*** Begin section ***

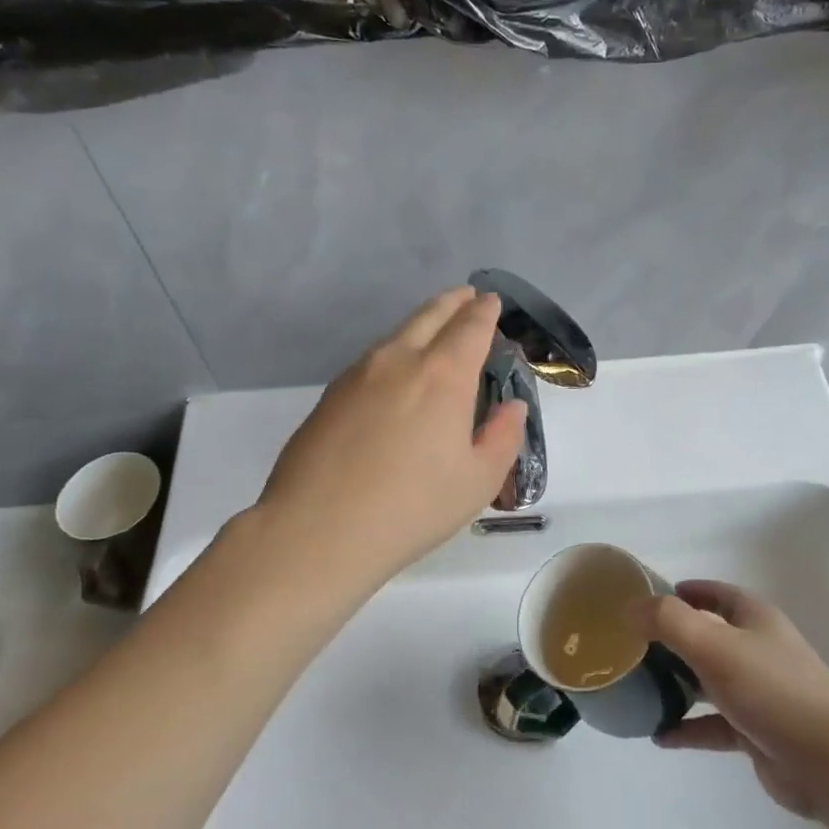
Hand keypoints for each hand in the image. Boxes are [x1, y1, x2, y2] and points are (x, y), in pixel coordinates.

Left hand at [256, 288, 527, 589]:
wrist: (318, 530)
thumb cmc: (411, 507)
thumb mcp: (477, 481)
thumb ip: (503, 437)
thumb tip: (511, 408)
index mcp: (443, 375)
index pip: (470, 327)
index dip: (485, 312)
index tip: (490, 302)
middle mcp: (399, 361)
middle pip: (430, 315)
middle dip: (453, 303)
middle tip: (466, 298)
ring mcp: (357, 375)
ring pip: (396, 335)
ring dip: (420, 325)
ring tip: (434, 333)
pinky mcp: (329, 396)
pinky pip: (371, 361)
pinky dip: (393, 354)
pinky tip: (394, 377)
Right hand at [631, 581, 828, 818]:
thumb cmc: (772, 690)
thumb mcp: (714, 645)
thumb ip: (669, 622)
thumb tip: (632, 608)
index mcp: (753, 618)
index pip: (715, 594)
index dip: (683, 591)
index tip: (646, 598)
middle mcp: (757, 649)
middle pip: (708, 636)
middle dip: (671, 639)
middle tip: (631, 647)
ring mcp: (758, 692)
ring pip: (708, 681)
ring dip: (676, 684)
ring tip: (637, 690)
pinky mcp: (756, 732)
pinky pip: (712, 724)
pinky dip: (687, 728)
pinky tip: (659, 736)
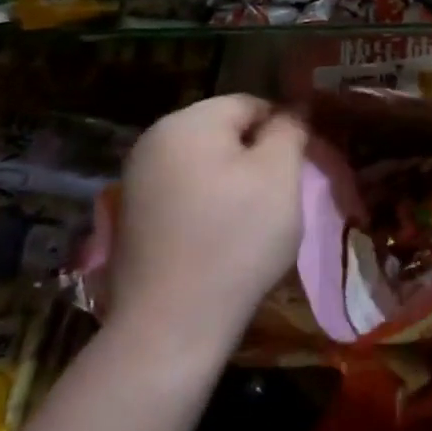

*** End section ***

_Action item:_ Output the entries above exactly, without their pictures.

_Exercise answer:_
Hand keypoints for each hand in the image. Boxes are [x1, y1, x2, y2] and points are (x, y), in pixel coordinates.

Left hand at [256, 288, 527, 589]:
wrist: (318, 530)
thumb cmc: (411, 507)
thumb mcp: (477, 481)
thumb ip: (503, 437)
thumb tip: (511, 408)
index mcp: (443, 375)
index pip: (470, 327)
index dip: (485, 312)
index tip: (490, 302)
middle mcp: (399, 361)
middle pip: (430, 315)
middle dip: (453, 303)
middle tip: (466, 298)
ring mcp: (357, 375)
ring pip: (396, 335)
ring dip: (420, 325)
ring tip: (434, 333)
pinky mcp: (329, 396)
pinky pip: (371, 361)
pinky dip: (393, 354)
pinky tip: (394, 377)
Right hand at [631, 581, 828, 818]:
thumb cmc: (772, 690)
thumb mcp: (714, 645)
thumb ip: (669, 622)
thumb tip: (632, 608)
index mcp: (753, 618)
index pip: (715, 594)
index dip: (683, 591)
index tip: (646, 598)
middle mcp: (757, 649)
middle pip: (708, 636)
middle dip: (671, 639)
middle tip: (631, 647)
ring mcp: (758, 692)
ring pip: (708, 681)
ring dip: (676, 684)
ring tip: (637, 690)
pinky mcp: (756, 732)
pinky pip: (712, 724)
pinky dip: (687, 728)
pinky tip: (659, 736)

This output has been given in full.